Escaping in First Love | "Licorice Pizza"


A wandering coming of age tale confirms the bruises and adventure of falling in love and creating a life of your own.

The film begins with Alana Kane, a twenty five year old photography assistant prepping kids for yearbook photos, and a surprising conversation with Gary Valentine, a self confident fifteen year old who makes the self-fulfilling prophecy that they were meant to meet. Flattered and somewhat intrigued, Alana agrees to a dinner and finds in Gary a refreshing clarity of purpose amidst her own insecurities. A showman and actor in the entertainment world, Gary, played by Cooper Hoffman, defines his success and people skills as part of who he is. When expressing her frustrations and ambivalence to her own future, Alana, played by Alana Haim, receives a hearty, “You should start a business.”

For his part, Gary is already a natural salesman and pursues emerging business opportunities in a quest for the independence of adulthood. He employs his younger brothers in a waterbed startup, a pin ball arcade, and a short stint of political filmmaking, all while harboring a platonic love for Alana. For Alana, the show business and Gary’s entrepreneurship is an enchanting new world. She learns a few tricks of opportunism, and agrees to be his driver. While diving in as partner and actress, however, she struggles to find a place amongst an industry defined by duplicity. When meeting with a senior producer and actor, Jack Holden, for a drink after an interview, she naively asks if they are speaking for real or just lines. The wild business ventures of Gary become increasingly immature in her eyes, as she feels pressure to “make a change in the world”. Is Gary’s world an escape from real responsibility? What are those responsibilities? Should she let herself love him? The same could be said for the movie itself.

Without a traditional narrative structure, Licorice Pizza moves from one scene to the next in a rapid sequence of surprise encounters. Like a dream, the viewer is pulled into and immersed in a world of the early 1970s San Fernando Valley, bell-bottom jeans, Bowie, Hollywood stars and all. Even so, an unspoken social tension lurks behind the scenes, and sometimes in plain sight, as seen with agents using racial undertones, lines of cars during gas shortages, pedophilia within the film industry, and the complications of hiding homosexuality in a political race. While relevant today, these issues primarily serve to propel the development of Gary and Alana’s relationship and the camera maintains a blissful reverie of first love.
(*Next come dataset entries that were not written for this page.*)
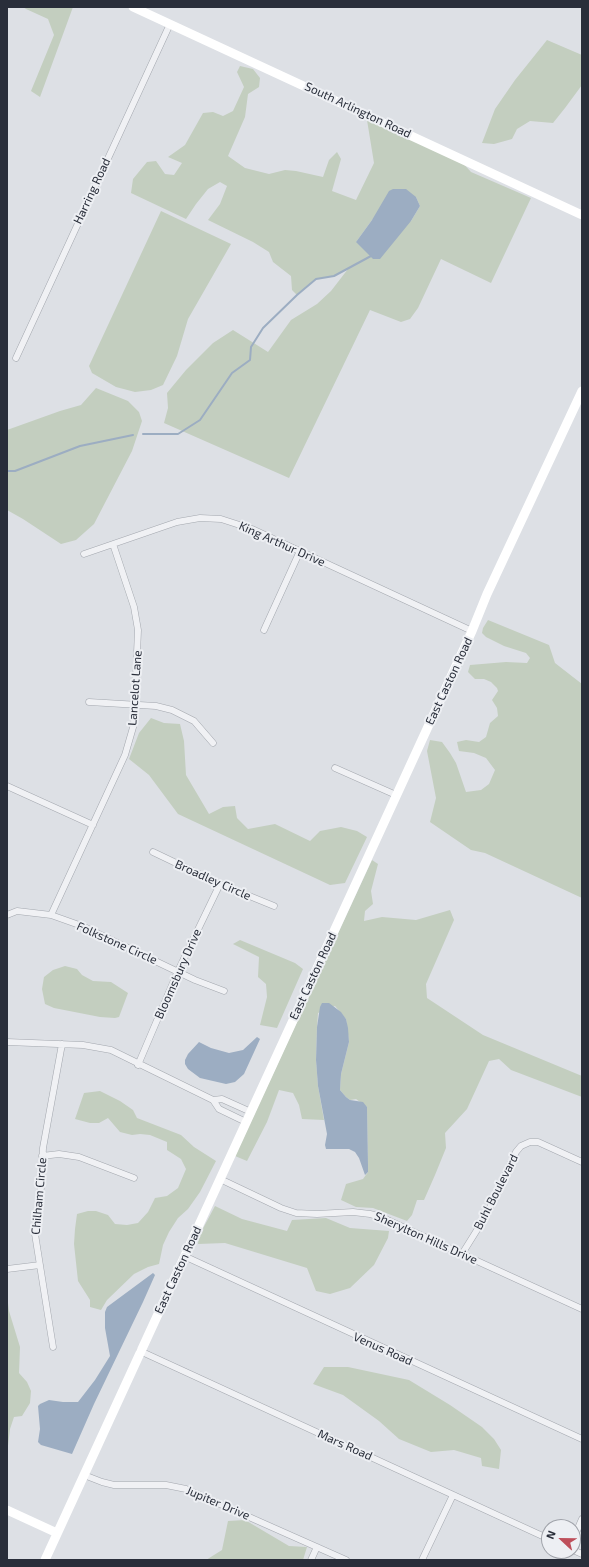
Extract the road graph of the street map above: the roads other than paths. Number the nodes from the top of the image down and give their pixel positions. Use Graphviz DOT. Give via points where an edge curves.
graph roads {
  1 [pos="133,7"];
  2 [pos="170,24"];
  3 [pos="582,215"];
  4 [pos="16,358"];
  5 [pos="582,391"];
  6 [pos="113,544"];
  7 [pos="300,551"];
  8 [pos="84,554"];
  9 [pos="264,630"];
  10 [pos="472,631"];
  11 [pos="89,702"];
  12 [pos="135,704"];
  13 [pos="213,743"];
  14 [pos="335,768"];
  15 [pos="7,786"];
  16 [pos="396,795"];
  17 [pos="92,825"];
  18 [pos="154,852"];
  19 [pos="220,884"];
  20 [pos="274,906"];
  21 [pos="7,915"];
  22 [pos="51,915"];
  23 [pos="178,971"];
  24 [pos="224,991"];
  25 [pos="7,1042"];
  26 [pos="62,1044"];
  27 [pos="138,1064"];
  28 [pos="213,1100"];
  29 [pos="251,1112"];
  30 [pos="246,1122"];
  31 [pos="42,1156"];
  32 [pos="582,1162"];
  33 [pos="134,1178"];
  34 [pos="220,1179"];
  35 [pos="462,1254"];
  36 [pos="184,1256"];
  37 [pos="40,1265"];
  38 [pos="7,1269"];
  39 [pos="582,1309"];
  40 [pos="53,1347"];
  41 [pos="140,1351"];
  42 [pos="582,1439"];
  43 [pos="84,1475"];
  44 [pos="453,1495"];
  45 [pos="7,1510"];
  46 [pos="57,1533"];
  47 [pos="541,1536"];
  48 [pos="317,1547"];
  49 [pos="45,1560"];
  50 [pos="311,1560"];
  51 [pos="346,1560"];
  52 [pos="422,1560"];
  1 -- 2 [label="street, South Arlington Road"];
  2 -- 3 [label="street, South Arlington Road"];
  2 -- 4 [label="street, Harring Road"];
  5 -- 10 [label="street, East Caston Road"];
  6 -- 7 [label="street, King Arthur Drive" via="177,522 209,518 245,526"];
  6 -- 8 [label="street, King Arthur Drive"];
  6 -- 12 [label="street, Lancelot Lane" via="137,621"];
  7 -- 9 [label="street"];
  7 -- 10 [label="street, King Arthur Drive"];
  10 -- 16 [label="street, East Caston Road"];
  11 -- 12 [label="street"];
  12 -- 13 [label="street" via="180,713 200,727"];
  12 -- 17 [label="street, Lancelot Lane" via="134,724 128,748"];
  14 -- 16 [label="street"];
  15 -- 17 [label="street"];
  16 -- 29 [label="street, East Caston Road"];
  17 -- 22 [label="street, Lancelot Lane"];
  18 -- 19 [label="street, Broadley Circle"];
  19 -- 20 [label="street, Broadley Circle"];
  19 -- 23 [label="street, Bloomsbury Drive"];
  21 -- 22 [label="street, Folkstone Circle" via="17,911"];
  22 -- 23 [label="street, Folkstone Circle" via="82,926"];
  23 -- 24 [label="street, Folkstone Circle"];
  23 -- 27 [label="street, Bloomsbury Drive"];
  25 -- 26 [label="street"];
  26 -- 27 [label="street" via="110,1050"];
  26 -- 31 [label="street, Chilham Circle"];
  27 -- 28 [label="street"];
  28 -- 29 [label="street" via="222,1099"];
  28 -- 30 [label="street" via="219,1109"];
  29 -- 30 [label="street, East Caston Road"];
  30 -- 34 [label="street, East Caston Road"];
  31 -- 33 [label="street" via="59,1154 79,1157"];
  31 -- 37 [label="street, Chilham Circle" via="35,1234"];
  32 -- 35 [label="street, Buhl Boulevard" via="538,1142 521,1146 487,1214"];
  34 -- 35 [label="street, Sherylton Hills Drive" via="296,1213 370,1214"];
  34 -- 36 [label="street, East Caston Road"];
  35 -- 39 [label="street, Sherylton Hills Drive"];
  36 -- 41 [label="street, East Caston Road"];
  36 -- 42 [label="street, Venus Road"];
  37 -- 38 [label="street"];
  37 -- 40 [label="street, Chilham Circle"];
  41 -- 43 [label="street, East Caston Road"];
  41 -- 44 [label="street, Mars Road"];
  43 -- 46 [label="street, East Caston Road"];
  43 -- 48 [label="street, Jupiter Drive" via="114,1485 166,1485 186,1489"];
  44 -- 47 [label="street, Mars Road"];
  44 -- 52 [label="street"];
  45 -- 46 [label="street"];
  46 -- 49 [label="street, East Caston Road"];
  48 -- 50 [label="street"];
  48 -- 51 [label="street, Jupiter Drive"];
}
“Do you even know what’s going on in the world?”, Alana levels at Gary at the defining moment of their relationship. Without a strong rebuttal, Gary takes the keys to look at pinball machines but is tormented when she doesn’t show up to the arcade's opening night. At first. Stated another way, Does the whole world revolve around you? And should it? Paul Thomas Anderson seems to say, you’re the driver of your own car, but the companions are what’s most important.